Friday, January 30, 2009

Poem #2 Close Reading

The first two lines of the poem had similar rhythm with emphasis on roughly every other syllable. “Spring” and “sing” illustrate masculine rhyme, echoing the aforementioned bird song with the short “i”. The second stanza continues with a description of specific birds—the thrush and robin that sing in the holly-bush or “covert” as referenced in the first stanza. “Bush” and “thrush” are arguably slant rhyme as are “boughs” and “house” of the following stanza. The fourth stanza makes use of alliteration with the repetition of the soft “s” that compounds the almost romantic naturalistic description of “sweet scents” and “whispering air.” The air by the end of the fourth stanza is personified and its soft words comprise the final two stanzas. The fifth stanza is similar to the first in its parallel sentence structure and masculine rhyme of “alone” and “stone.” The notion of the “sun shineth/most shadily” is oxymoronic in a literal sense, but humorous as well by personifying the sun.
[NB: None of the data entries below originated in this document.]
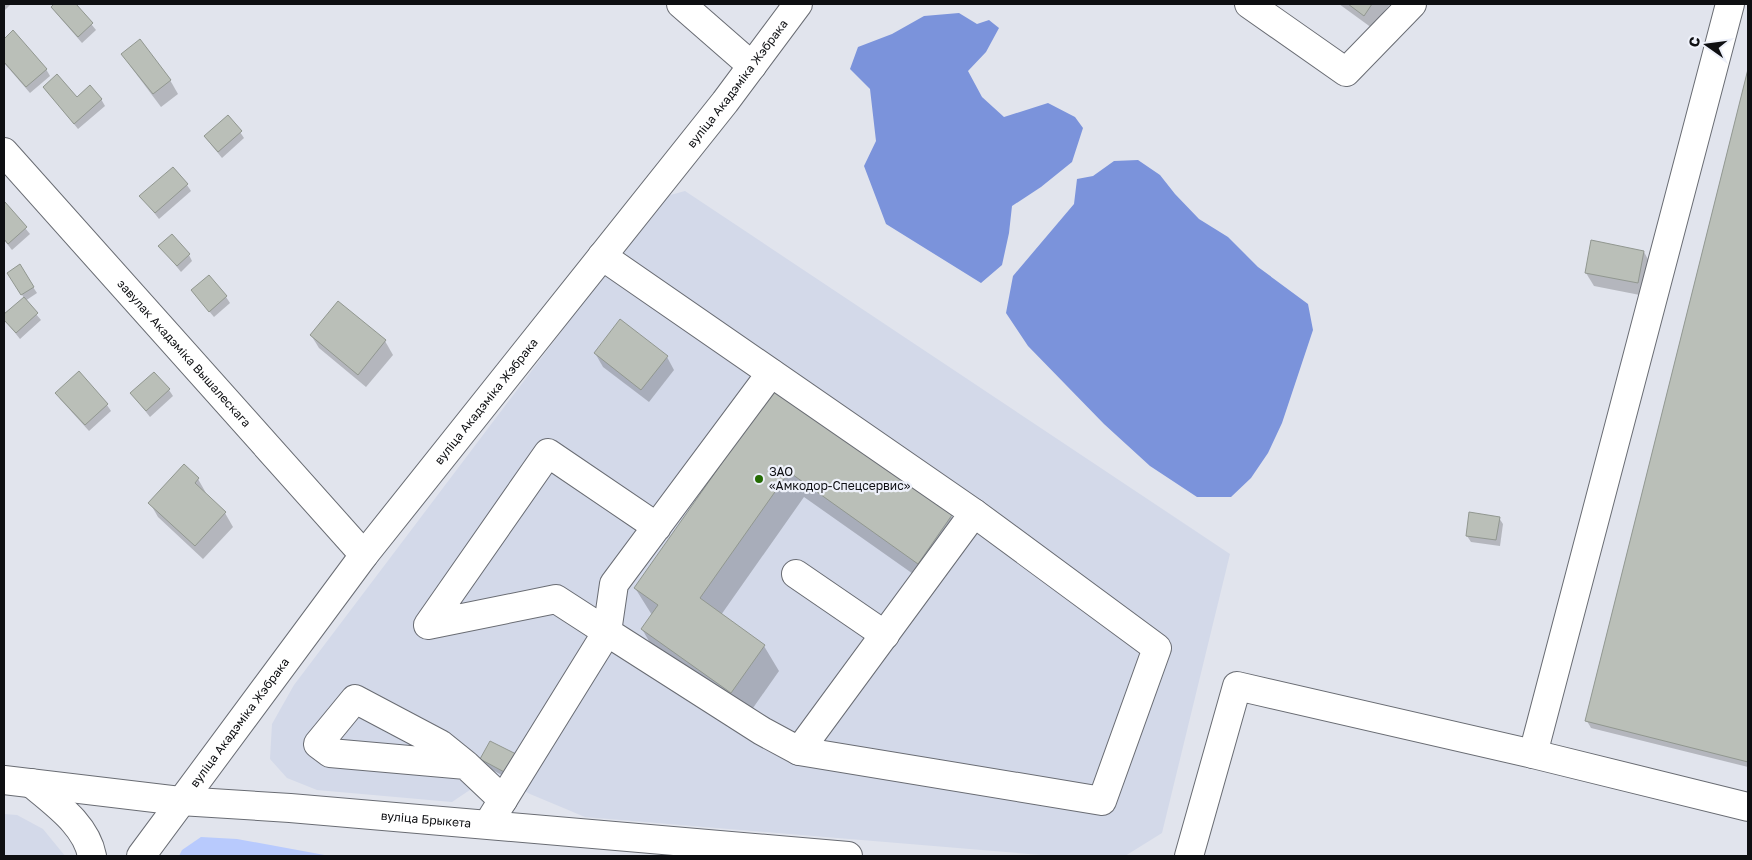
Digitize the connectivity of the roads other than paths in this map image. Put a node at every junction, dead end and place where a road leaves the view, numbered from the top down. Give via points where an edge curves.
1 (681, 4) edge
2 (798, 4) edge
3 (1248, 4) edge
4 (1412, 4) edge
5 (1730, 4) edge
6 (752, 66) junction
7 (4, 152) edge
8 (602, 256) junction
9 (771, 373) junction
10 (974, 513) junction
11 (657, 527) junction
12 (364, 555) junction
13 (796, 574) dead end
14 (607, 632) junction
15 (885, 634) junction
16 (799, 751) junction
17 (1533, 754) junction
18 (466, 765) dead end
19 (4, 780) edge
20 (31, 783) junction
21 (503, 800) junction
22 (180, 801) junction
23 (1748, 807) edge
24 (488, 824) junction
25 (705, 850) edge
26 (92, 856) edge
27 (141, 856) edge
28 (848, 856) edge
29 (1189, 856) edge

1 - 6 street
2 - 6 street, вуліца Акадэміка Жэбрака
3 - 4 street via 1346,72
5 - 17 street
6 - 8 street, вуліца Акадэміка Жэбрака
7 - 12 street, завулак Акадэміка Вышалескага
8 - 9 street
8 - 12 street, вуліца Акадэміка Жэбрака
9 - 10 street
9 - 11 street
10 - 15 street
10 - 16 street via 1157,648 1102,801
11 - 14 street via 614,584
11 - 14 street via 548,453 428,625 556,599
12 - 22 street, вуліца Акадэміка Жэбрака
13 - 15 street
14 - 16 street
14 - 21 street
15 - 16 street
17 - 23 street
17 - 29 street via 1237,686
18 - 21 street
19 - 20 street, вуліца Брыкета
20 - 22 street, вуліца Брыкета
20 - 26 street via 76,823
21 - 24 street
22 - 24 street, вуліца Брыкета
22 - 27 street, вуліца Акадэміка Жэбрака
24 - 25 street, вуліца Брыкета
25 - 28 street, вуліца Брыкета

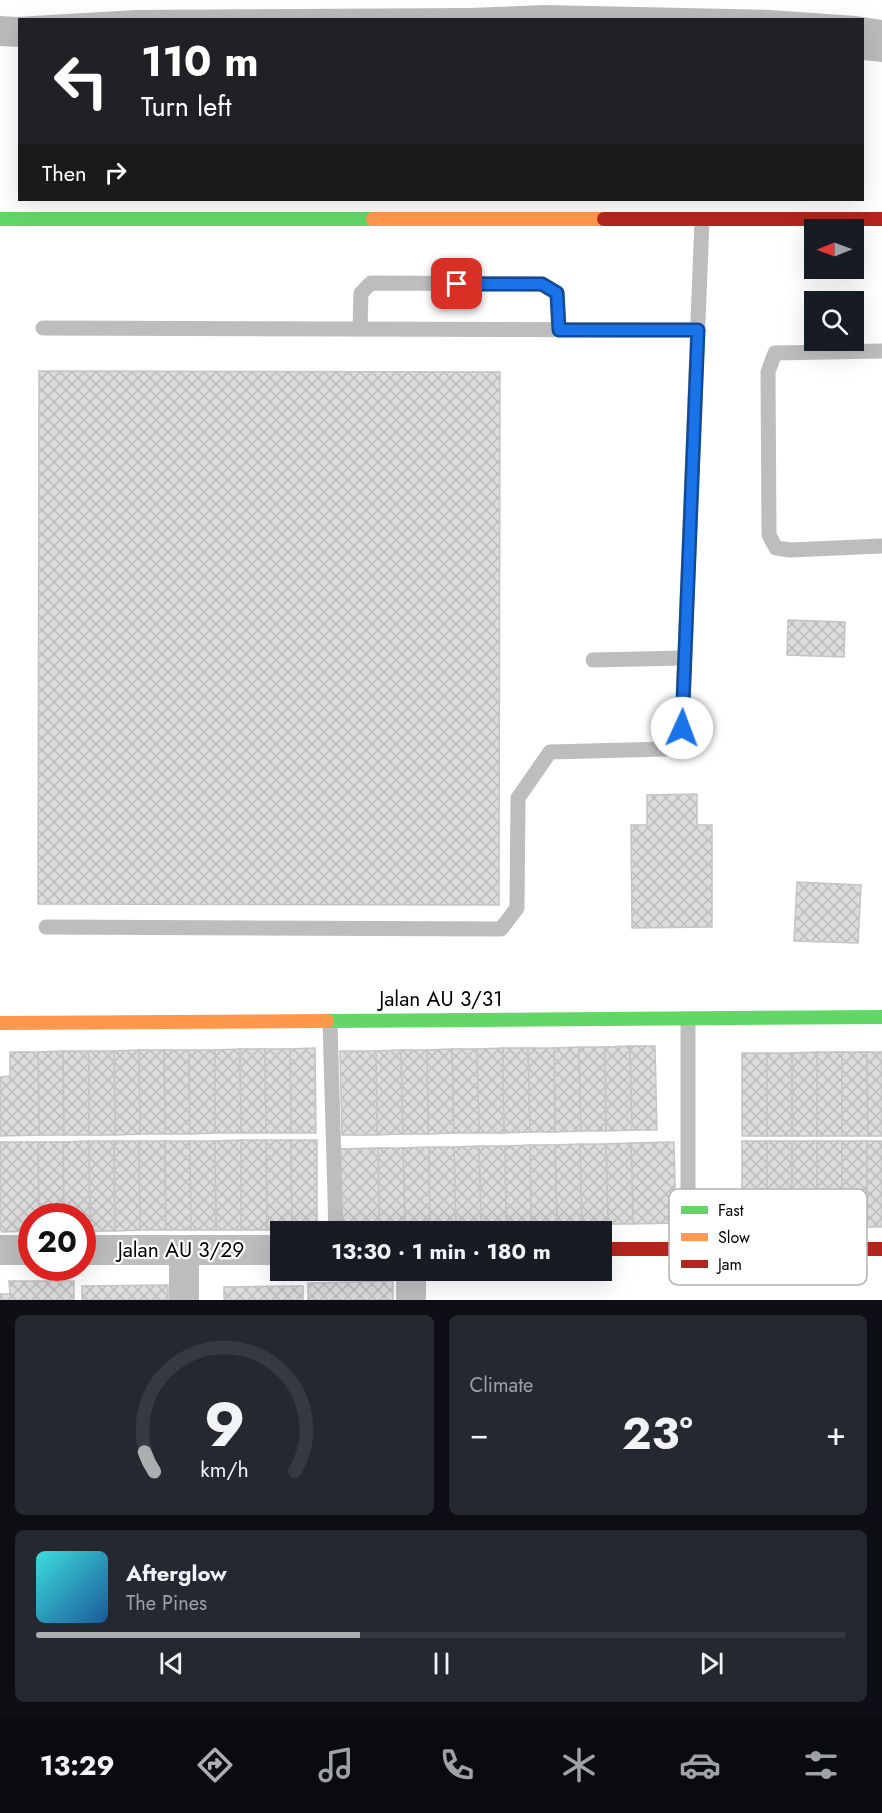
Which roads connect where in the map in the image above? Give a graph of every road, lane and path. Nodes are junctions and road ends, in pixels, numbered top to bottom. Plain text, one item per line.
1 (0, 219) edge
2 (882, 219) edge
3 (702, 220) junction
4 (43, 328) dead end
5 (360, 329) junction
6 (559, 330) junction
7 (698, 330) junction
8 (882, 351) edge
9 (882, 546) edge
10 (684, 658) junction
11 (593, 660) dead end
12 (46, 927) dead end
13 (882, 1017) edge
14 (688, 1019) junction
15 (330, 1021) junction
16 (0, 1023) edge
17 (688, 1189) edge
18 (336, 1221) edge
19 (612, 1249) edge
20 (669, 1249) edge
21 (0, 1250) edge
22 (18, 1250) edge
23 (96, 1250) edge
24 (184, 1250) junction
25 (270, 1250) edge
26 (411, 1281) edge
27 (184, 1300) edge
28 (411, 1300) edge

1 - 3 street
2 - 3 street
3 - 7 lane
4 - 5 lane
5 - 6 lane
5 - 6 lane
6 - 7 lane
7 - 10 lane
8 - 9 lane
10 - 11 lane
10 - 12 lane
13 - 14 street, Jalan AU 3/31
14 - 15 street, Jalan AU 3/31
14 - 17 lane
15 - 16 street, Jalan AU 3/31
15 - 18 lane
19 - 20 street
21 - 22 street
23 - 24 street, Jalan AU 3/29
24 - 25 street, Jalan AU 3/29
24 - 27 street
26 - 28 street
The poem ends with the image of the “far sea” that is physically far from the singing birds in the thrush that the speaker began with. By the last line of the fourth stanza, poem’s mood shifts with the negative connotations of “snare”, “alone” and “shadily” that juxtapose the cheery images of spring just above while harking back to the first line’s mention of winter. I would suggest that the speaker uses scenes from nature as a metaphor, although the object of which I am unsure of and I hesitate to default to the usual suspects (?) of “love”, “life” and “poetry.” Or perhaps all poetry boils down to the human condition/mortality.